Reduziram também o beneficio chamado “bolsa família” que garante condições básicas de vida de parte da população. Dificultaram o ingresso dos mais pobres nas universidades com financiamento publico; interromperam programa de construção de casas populares.
A todo esse conjunto chamaram de – modernização – redução do custo Brasil, prometendo com isso a criação de novos empregos e o desenvolvimento econômico do país.
Mas o capital, sedento de muitos anos, não se contentou com o empobrecimento de toda uma sociedade. Avançou em outras searas.
Na madrugada de 17 de maio, foram aprovadas medidas provisórias que ampliam a possibilidade de exploração em áreas importantes na Amazônia, reduzindo a área de proteção do Parque Nacional do Jamanxim em 300 mil hectares; a Floresta Nacional Itaituba II perdeu 168 hectares. Ao total, as MPs desprotegeram 1.19 milhão de hectares de unidades de conservação.
No mesmo dia, a CPI (Comissão Parlamentar de Inquério), cujo relator é o deputado ruralista Nilson Leitão, aprovou o indiciamento de 88 pessoas, entre elas 35 indígenas, 15 antropólogos e 16 procuradores da República (a quem cabe a defesa dos seus direitos). O relatório fala em falsos indígenas e descendentes de quilombolas e traz, entre outras propostas, a de reanálise da demarcação de terras indígenas.
Chegamos a um momento no Brasil em que todas as instituições estão fragilizadas ou dominadas pelos interesses do capital. Não há salvaguardas. O povo não pode contar com Justiça quando ela não cumpre a lei, ou com o Congresso inescrupuloso, ilegítimo e subserviente.
E a continuação do golpe de Estado está em curso no país. Temer, alvo de denúncias irrefutáveis de corrupção, tenta manter-se no poder.
A eleição indireta, que estão tratando como a única alternativa para a crise, não passa de nova trama daqueles que se reinventam e sobrevivem em qualquer situação.
De nada servirá à proteção do povo brasileiro, pois aguarda-nos um novo representante que defenderá as grandes empresas, grandes indústrias e os donos das terras brasileiras – melhor dizendo – o capital nacional e internacional.
Nossa civilização está ameaçada.
Nada nos sobrará das conquistas feitas ao longo de mais de 60 décadas.
Ao povo só resta uma saída: a mesma de sempre! A única que pode relativizar a guerra de forças que travamos: as ruas e a eleição direta de um governo popular.
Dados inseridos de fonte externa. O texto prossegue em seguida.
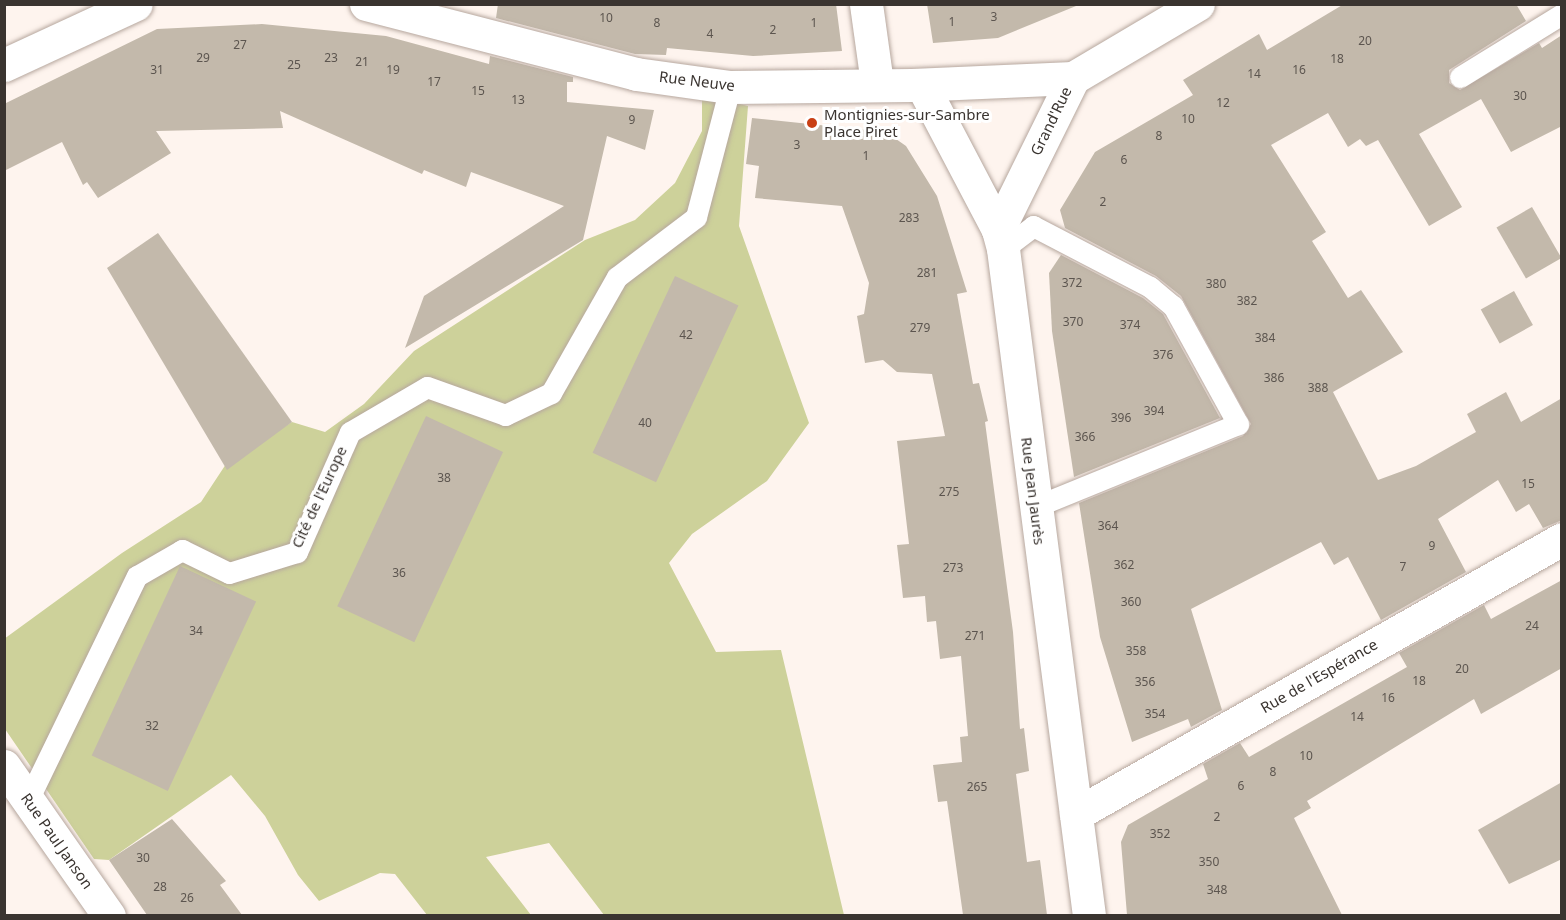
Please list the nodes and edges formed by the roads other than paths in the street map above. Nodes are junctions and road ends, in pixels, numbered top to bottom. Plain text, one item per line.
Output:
1 (136, 4) edge
2 (366, 4) edge
3 (866, 4) edge
4 (1198, 4) edge
5 (1562, 14) edge
6 (4, 65) edge
7 (1460, 77) dead end
8 (1072, 78) junction
9 (877, 83) junction
10 (922, 85) junction
11 (730, 87) junction
12 (1000, 240) junction
13 (1035, 507) junction
14 (1562, 538) edge
15 (4, 766) edge
16 (28, 800) junction
17 (1076, 814) junction
18 (109, 915) edge
19 (1089, 915) edge

1 - 6 street
2 - 11 street, Rue Neuve
3 - 9 street
4 - 8 street, Grand'Rue
5 - 7 lane
8 - 10 street, Rue Neuve
8 - 12 street, Grand'Rue
9 - 10 street, Rue Neuve
9 - 11 street, Rue Neuve
10 - 12 street, Rue Jean Jaurès
11 - 16 lane, Cité de l'Europe
12 - 13 street, Rue Jean Jaurès
12 - 13 lane
13 - 17 street, Rue Jean Jaurès
14 - 17 street, Rue de l'Espérance
15 - 16 street, Rue Paul Janson
16 - 18 street, Rue Paul Janson
17 - 19 street, Rue Jean Jaurès

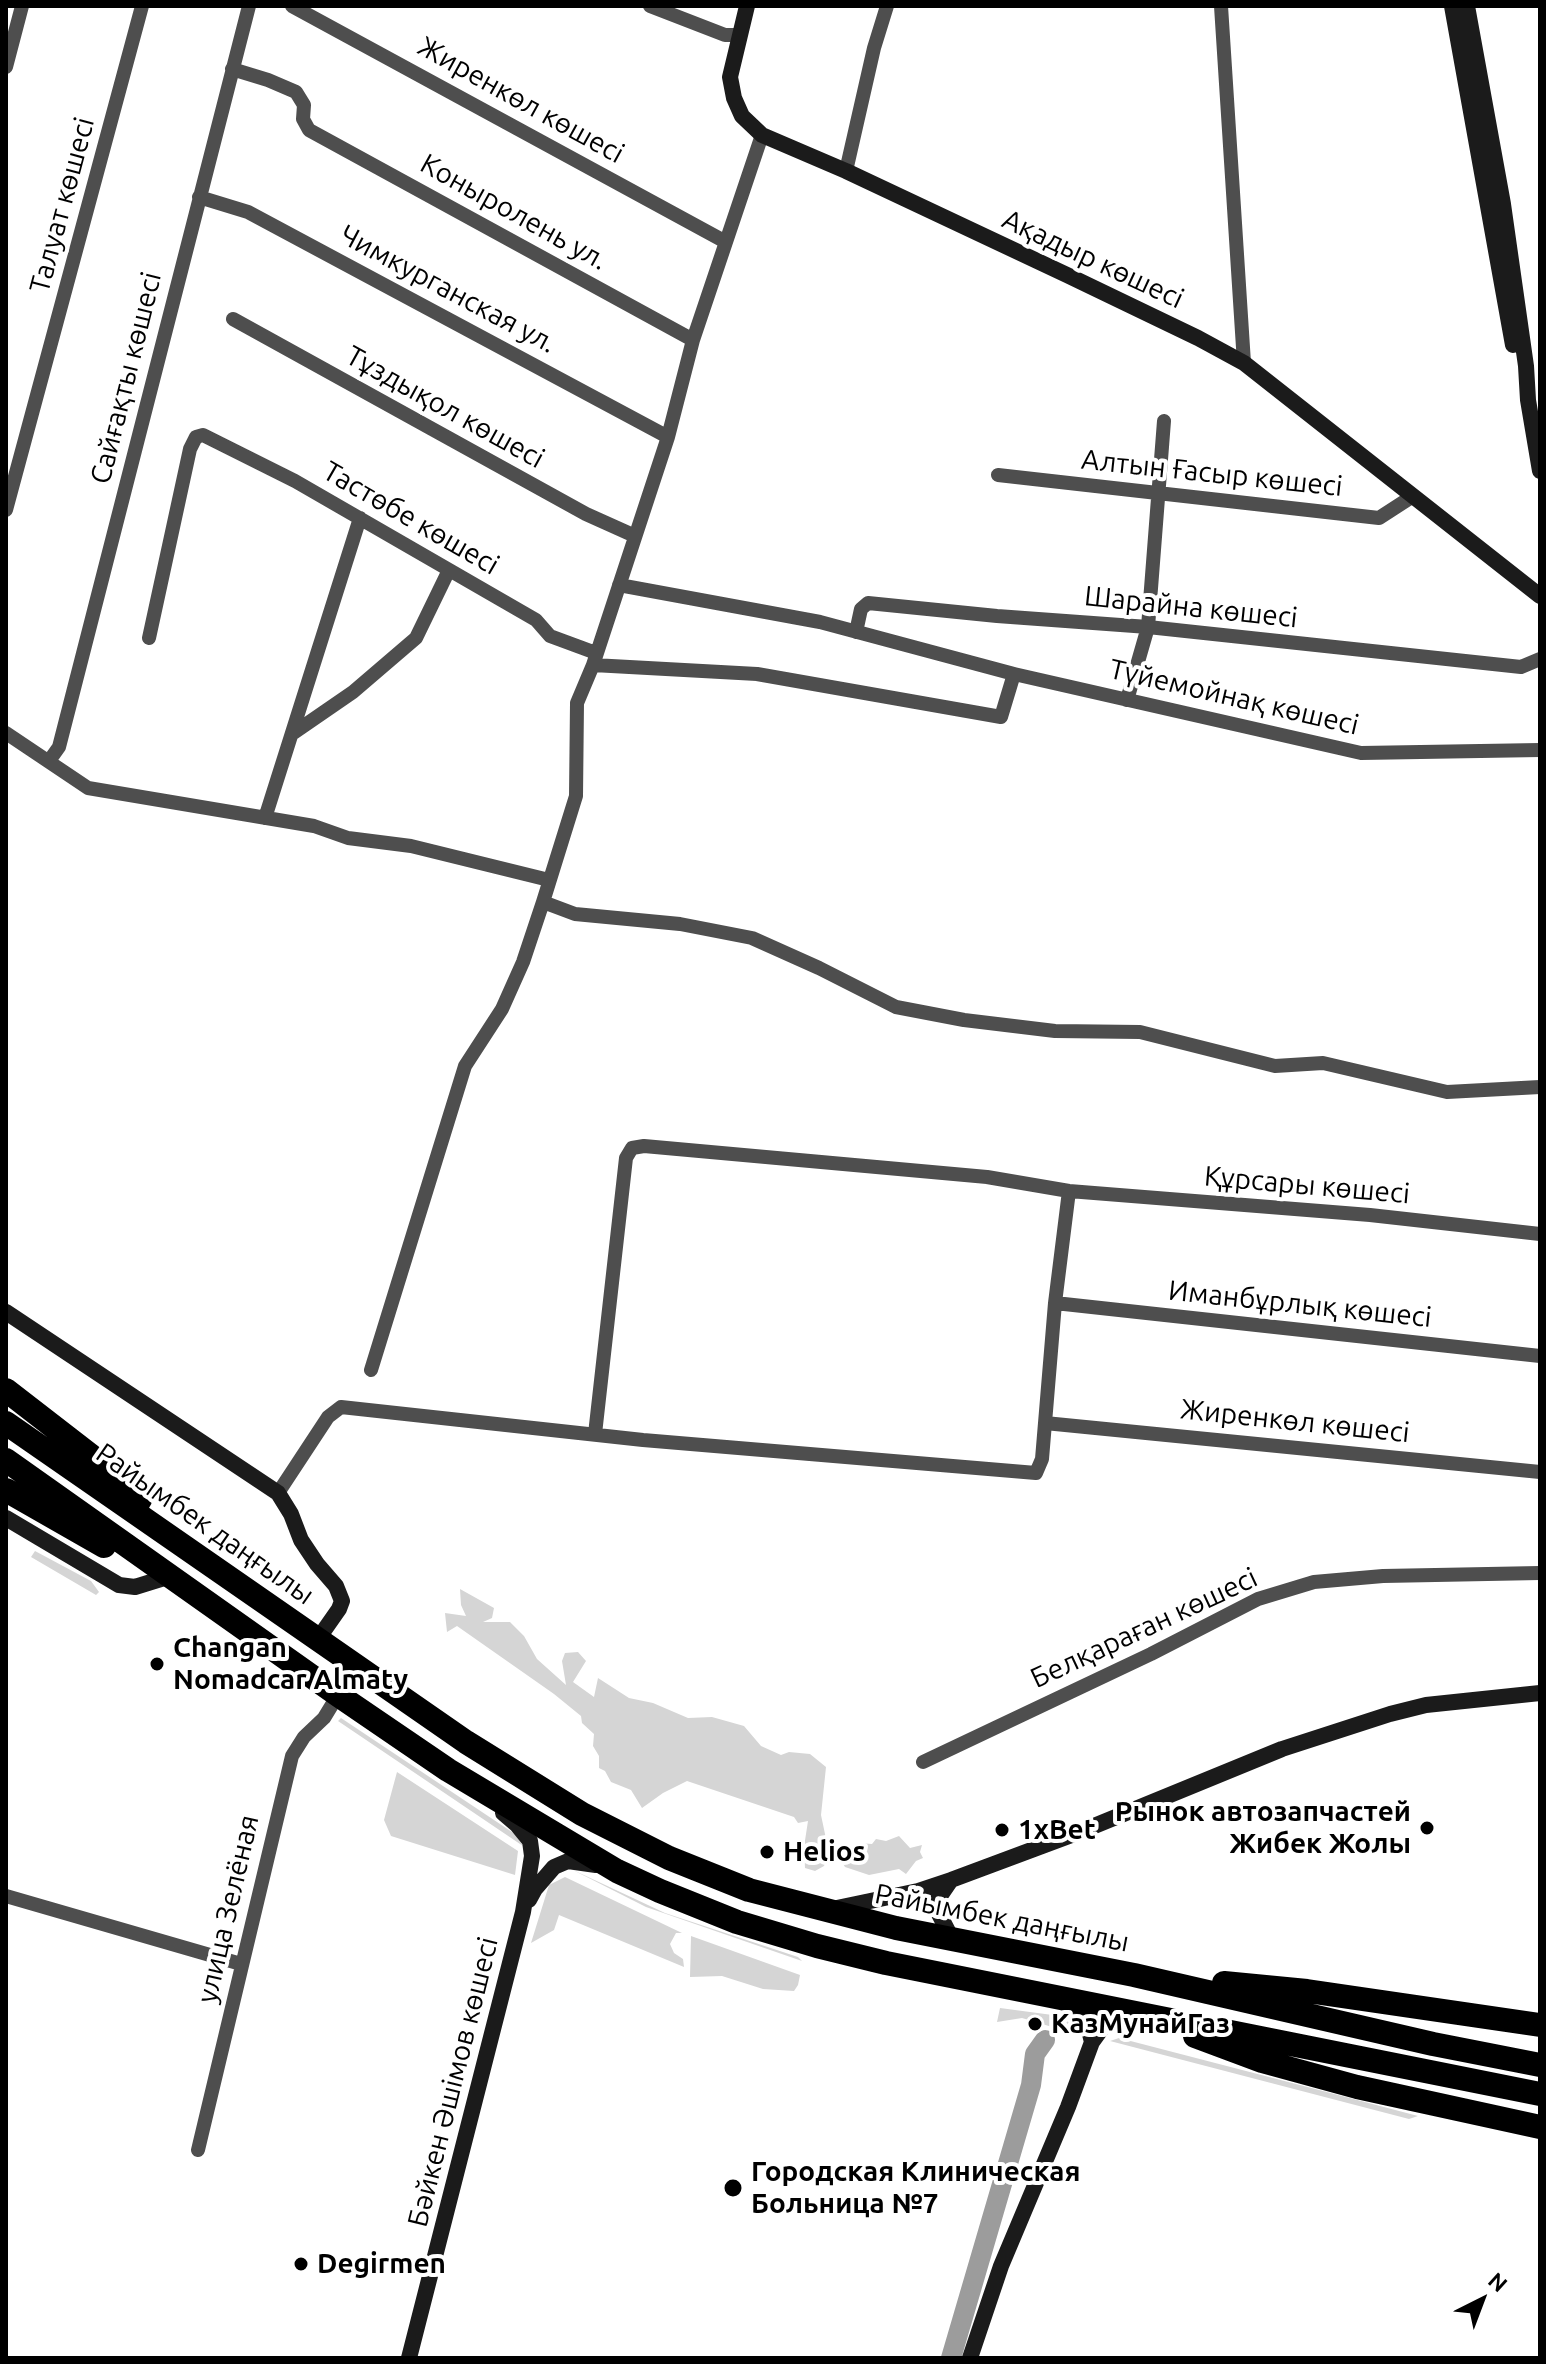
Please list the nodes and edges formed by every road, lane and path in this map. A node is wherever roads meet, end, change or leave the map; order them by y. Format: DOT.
graph roads {
  1 [pos="22,6"];
  2 [pos="142,6"];
  3 [pos="249,6"];
  4 [pos="292,6"];
  5 [pos="650,6"];
  6 [pos="747,6"];
  7 [pos="887,6"];
  8 [pos="1221,6"];
  9 [pos="1452,6"];
  10 [pos="1467,6"];
  11 [pos="739,35"];
  12 [pos="6,67"];
  13 [pos="232,69"];
  14 [pos="762,135"];
  15 [pos="846,171"];
  16 [pos="199,197"];
  17 [pos="724,241"];
  18 [pos="233,319"];
  19 [pos="693,340"];
  20 [pos="1244,363"];
  21 [pos="1528,400"];
  22 [pos="1164,421"];
  23 [pos="668,437"];
  24 [pos="1540,471"];
  25 [pos="998,475"];
  26 [pos="1158,493"];
  27 [pos="1413,496"];
  28 [pos="6,510"];
  29 [pos="360,518"];
  30 [pos="635,536"];
  31 [pos="449,570"];
  32 [pos="619,585"];
  33 [pos="1540,596"];
  34 [pos="1148,627"];
  35 [pos="856,632"];
  36 [pos="149,638"];
  37 [pos="595,659"];
  38 [pos="1540,659"];
  39 [pos="1014,674"];
  40 [pos="1127,700"];
  41 [pos="6,733"];
  42 [pos="292,734"];
  43 [pos="1540,750"];
  44 [pos="49,761"];
  45 [pos="265,818"];
  46 [pos="549,880"];
  47 [pos="543,902"];
  48 [pos="1540,1087"];
  49 [pos="1069,1191"];
  50 [pos="1540,1234"];
  51 [pos="1055,1303"];
  52 [pos="6,1312"];
  53 [pos="1540,1356"];
  54 [pos="371,1370"];
  55 [pos="12,1395"];
  56 [pos="6,1423"];
  57 [pos="1045,1423"];
  58 [pos="595,1434"];
  59 [pos="6,1460"];
  60 [pos="1540,1472"];
  61 [pos="6,1490"];
  62 [pos="278,1493"];
  63 [pos="48,1515"];
  64 [pos="6,1518"];
  65 [pos="34,1537"];
  66 [pos="217,1569"];
  67 [pos="1540,1573"];
  68 [pos="164,1578"];
  69 [pos="199,1597"];
  70 [pos="318,1639"];
  71 [pos="1540,1693"];
  72 [pos="338,1695"];
  73 [pos="923,1762"];
  74 [pos="448,1770"];
  75 [pos="617,1871"];
  76 [pos="951,1880"];
  77 [pos="6,1896"];
  78 [pos="822,1911"];
  79 [pos="523,1912"];
  80 [pos="953,1941"];
  81 [pos="241,1964"];
  82 [pos="1134,1975"];
  83 [pos="1071,1999"];
  84 [pos="1124,2010"];
  85 [pos="1540,2025"];
  86 [pos="1092,2042"];
  87 [pos="1540,2065"];
  88 [pos="1540,2094"];
  89 [pos="1540,2127"];
  90 [pos="198,2150"];
  91 [pos="409,2358"];
  92 [pos="970,2358"];
  1 -- 12 [label="street"];
  2 -- 28 [label="street, Талуат көшесі"];
  3 -- 13 [label="street, Сайғақты көшесі"];
  4 -- 17 [label="street, Жиренкөл көшесі"];
  5 -- 11 [label="street"];
  6 -- 11 [label="main road, Ақадыр көшесі"];
  7 -- 15 [label="street"];
  8 -- 20 [label="street"];
  9 -- 21 [label="main road"];
  10 -- 21 [label="main road"];
  11 -- 14 [label="main road, Ақадыр көшесі"];
  13 -- 16 [label="street, Сайғақты көшесі"];
  13 -- 19 [label="street, Коныролень ул."];
  14 -- 15 [label="main road, Ақадыр көшесі"];
  14 -- 17 [label="street"];
  15 -- 20 [label="main road, Ақадыр көшесі"];
  16 -- 23 [label="street, Чимкурганская ул."];
  16 -- 44 [label="street, Сайғақты көшесі"];
  17 -- 19 [label="street"];
  18 -- 30 [label="street, Тұздықол көшесі"];
  19 -- 23 [label="street"];
  20 -- 27 [label="main road, Ақадыр көшесі"];
  21 -- 24 [label="main road"];
  22 -- 26 [label="street"];
  23 -- 30 [label="street"];
  25 -- 26 [label="street, Алтын Ғасыр көшесі"];
  26 -- 27 [label="street, Алтын Ғасыр көшесі"];
  26 -- 34 [label="street"];
  27 -- 33 [label="main road, Ақадыр көшесі"];
  29 -- 31 [label="street, Тастөбе көшесі"];
  29 -- 36 [label="street, Тастөбе көшесі"];
  29 -- 42 [label="street"];
  30 -- 32 [label="street"];
  31 -- 37 [label="street, Тастөбе көшесі"];
  31 -- 42 [label="street"];
  32 -- 35 [label="street, Түйемойнақ көшесі"];
  32 -- 37 [label="street"];
  34 -- 35 [label="street, Шарайна көшесі"];
  34 -- 38 [label="street, Шарайна көшесі"];
  34 -- 40 [label="street"];
  35 -- 39 [label="street, Түйемойнақ көшесі"];
  37 -- 39 [label="street"];
  37 -- 46 [label="street"];
  39 -- 40 [label="street, Түйемойнақ көшесі"];
  40 -- 43 [label="street, Түйемойнақ көшесі"];
  41 -- 44 [label="street"];
  42 -- 45 [label="street"];
  44 -- 45 [label="street"];
  45 -- 46 [label="street"];
  46 -- 47 [label="street"];
  47 -- 48 [label="street"];
  47 -- 54 [label="street"];
  49 -- 50 [label="street, Құрсары көшесі"];
  49 -- 51 [label="street"];
  49 -- 58 [label="street, Құрсары көшесі"];
  51 -- 53 [label="street, Иманбұрлық көшесі"];
  51 -- 57 [label="street"];
  52 -- 62 [label="main road"];
  55 -- 66 [label="highway"];
  56 -- 66 [label="highway, Райымбек даңғылы"];
  57 -- 58 [label="street"];
  57 -- 60 [label="street, Жиренкөл көшесі"];
  58 -- 62 [label="street"];
  59 -- 69 [label="highway"];
  61 -- 63 [label="highway"];
  62 -- 70 [label="main road"];
  63 -- 65 [label="street"];
  63 -- 68 [label="highway"];
  64 -- 65 [label="main road"];
  65 -- 68 [label="main road"];
  66 -- 70 [label="highway, Райымбек даңғылы"];
  67 -- 73 [label="street, Белқараған көшесі"];
  68 -- 69 [label="highway"];
  69 -- 72 [label="highway"];
  70 -- 78 [label="highway, Райымбек даңғылы"];
  71 -- 76 [label="main road"];
  72 -- 74 [label="highway"];
  72 -- 81 [label="street, улица Зелёная"];
  74 -- 75 [label="highway"];
  74 -- 79 [label="main road"];
  75 -- 79 [label="main road"];
  75 -- 83 [label="highway"];
  76 -- 78 [label="main road"];
  76 -- 80 [label="main road"];
  77 -- 81 [label="street"];
  78 -- 80 [label="highway, Райымбек даңғылы"];
  79 -- 91 [label="main road, Бәйкен Әшімов көшесі"];
  80 -- 82 [label="highway, Райымбек даңғылы"];
  81 -- 90 [label="street, улица Зелёная"];
  82 -- 85 [label="highway"];
  82 -- 87 [label="highway, Райымбек даңғылы"];
  83 -- 84 [label="highway"];
  83 -- 86 [label="main road"];
  84 -- 86 [label="main road"];
  84 -- 88 [label="highway"];
  84 -- 89 [label="highway"];
  86 -- 92 [label="main road"];
}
A nós, além das ruas, fica a obrigação da denúncia em todos os lugares em que pudermos estar, onde haja defensores da democracia e dos direitos humanos.
Mírian Gonçalves é advogada de trabalhadores, militante dos Direitos Humanos. É mestra em Direito do Trabalho, sócia-fundadora dos institutos Defesa da Classe Trabalhadora (DECLATRA) e Instituto Direito e Democracia (IDD). Foi vice-prefeita de Curitiba pelo Partido dos Trabalhadores.